NMSU professor tackling capacity issues of communication infrastructure and need for engineers

David Mitchell received the prestigious National Science Foundation CAREER Award to further his academic pursuit of data-compression technologies and encouraging youngsters to pursue a future in science, technology, engineering and math fields. (NMSU photo by Vladimir Avina)

David Mitchell is tackling two of society’s biggest problems with one ambitious project. The New Mexico State University assistant professor is researching technological methods to increase the world’s rapidly increasing need for expanded communications capacity. At the same time, he hopes to inspire the next generation of students to pursue STEM fields and address the world’s emerging technological needs.

Mitchell, assistant professor in the Klipsch School of Electrical and Computer Engineering, recently received the National Science Foundation Faculty Early Career Development award. The CAREER award is one of the most prestigious NSF awards and aims to support early-career faculty who have the potential to serve as academic role models in teaching and research.

“As a society we have a big data problem, in the sense that we are generating data much faster than our communications infrastructure can support. For example, we’re expected to generate more data as a society in the next three years than we have done in the past 30 years. People are generating lots of data in ways that we haven’t ever done before: things like smart homes, connected cars, wearable technologies. All those devices are driving this big data problem,” said Mitchell, adding “It’s expected by 2024 there will be 3.6 devices per person on the planet connected to the internet. It’s just a huge number of devices that are all generating, consuming and sharing data.”

His research will address that issue by developing advanced data-compression techniques. The goal is to reduce the size of the data that needs to be communicated or stored to reduce the burden on a communications infrastructure which can’t support the exponential growth that is occurring.

“There have been many advances toward the development of communication theory and devices, however attention to data compression has lagged,” Mitchell explained. “The CAREER award provides five-years of funding, but it will initiate a whole career in this field. I believe that advanced data compression over a network is going to be a critical component in our future communication systems for decades.”

Mitchell will work with network-aware data compression techniques that evaluate the type of data and the similarities in the structure and content of data, as well as how the users are connected to one another. For example, people in a sports arena streaming video of a football game. He will employ advanced machine-learning and circuit design techniques to identify patterns in the data and find more efficient ways to process and compress the data to take the theory into practical application.

“It’s a hot topic just now to apply machine learning to communications problems. This is a very natural problem to do that with and the students are enthusiastic to work on it.”

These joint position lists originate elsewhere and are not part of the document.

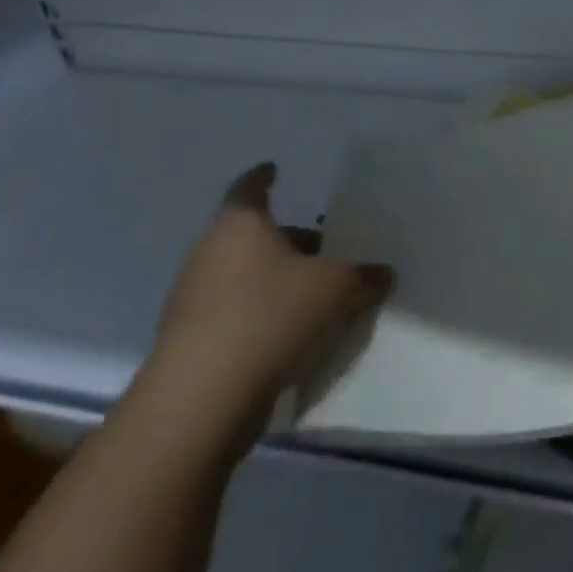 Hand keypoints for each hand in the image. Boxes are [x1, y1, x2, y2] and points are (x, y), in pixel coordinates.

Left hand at [136, 163, 390, 453]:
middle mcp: (209, 253)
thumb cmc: (270, 317)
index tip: (274, 170)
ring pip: (240, 275)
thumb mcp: (336, 290)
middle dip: (285, 238)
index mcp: (240, 225)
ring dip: (272, 278)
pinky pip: (231, 313)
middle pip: (250, 235)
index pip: (250, 188)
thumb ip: (364, 278)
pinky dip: (258, 314)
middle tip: (320, 245)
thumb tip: (384, 273)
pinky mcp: (188, 342)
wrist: (199, 401)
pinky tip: (289, 333)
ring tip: (312, 292)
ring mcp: (192, 300)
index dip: (263, 178)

Through a previous three-year National Science Foundation project to develop technologies to enable the next generation of network communication known as 5G, Mitchell and his team developed preliminary results showing that a 30-60 percent improvement toward theoretical limits when compared to the existing state-of-the-art methods can be achieved using these strategies. With this project, he hopes to demonstrate proof of concept—develop the algorithms, show that the concept holds, design the circuits, and have a prototype of the devices to implement into practice. This could open the door for the industry to pursue building devices that would employ the technology.

“It’s a hard mathematical problem to solve,” said Mitchell, who earned his undergraduate degree in mathematics. He had a course in algebraic coding theory that led him to some engineering seminars. “I thought the mathematics of error correcting codes was really cool and then I learned how engineers were building systems with it and using it to solve real-world problems.” He then went on to earn a Ph.D. in electrical engineering from the University of Edinburgh, U.K.

Therein lies the next huge problem to solve: getting young people interested in STEM (science, technology, engineering and math) to fill the growing need for a future workforce in those fields.

A big factor in Mitchell’s NSF award is an integrated educational component that includes targeted K-12 activities. He will use examples from his research into integrated, hands-on, motivating lessons for students, particularly among minority and underrepresented groups. Teachers will be supported with training and mentoring to ensure the long-term sustainability necessary for the success of the program.

He will work through current College of Engineering K-12 outreach programs STEM programs, including the Pre-Freshman Engineering Program and Project Lead the Way. His plan has already gained support from the Las Cruces Academy and the Las Cruces Public Schools. “If teachers can repeat these lessons every year that can have massive impact,” said Mitchell.

To get students on the STEM path, introduction to certain foundational concepts and initial engagement has to happen for children in grades four to six. Not only do students have to be engaged early on, but by grade nine they have to develop self-motivation to learn. These initiatives have to start well before college.

Through his own experience with K-5 outreach programs, Mitchell has found that young children can be engaged through interactive games, such as asking them to write messages to their friends with as few characters as possible (data compression) or finding the answer to a question by allowing them to ask questions only to the person next to them and that person can ask questions only to the person next to  and so on (networks). Children are familiar with the technology at a young age, smartphones, tablets, etc. This gives them an idea about how the technology works.

“It’s something I’m very passionate about,” he said. “I think the challenge is getting them to know that math is cool or engineering is cool, at a young age. We can lead them to conclude that these topics are cool because the devices that they use all the time are using that technology or those ideas. I think you can skip many of the details and work on their motivation and aspiration. Providing them with that initial engagement is the key feature. Telling them they can do it and why it’s interesting can change their whole perception. Catching that interest can make a huge difference.”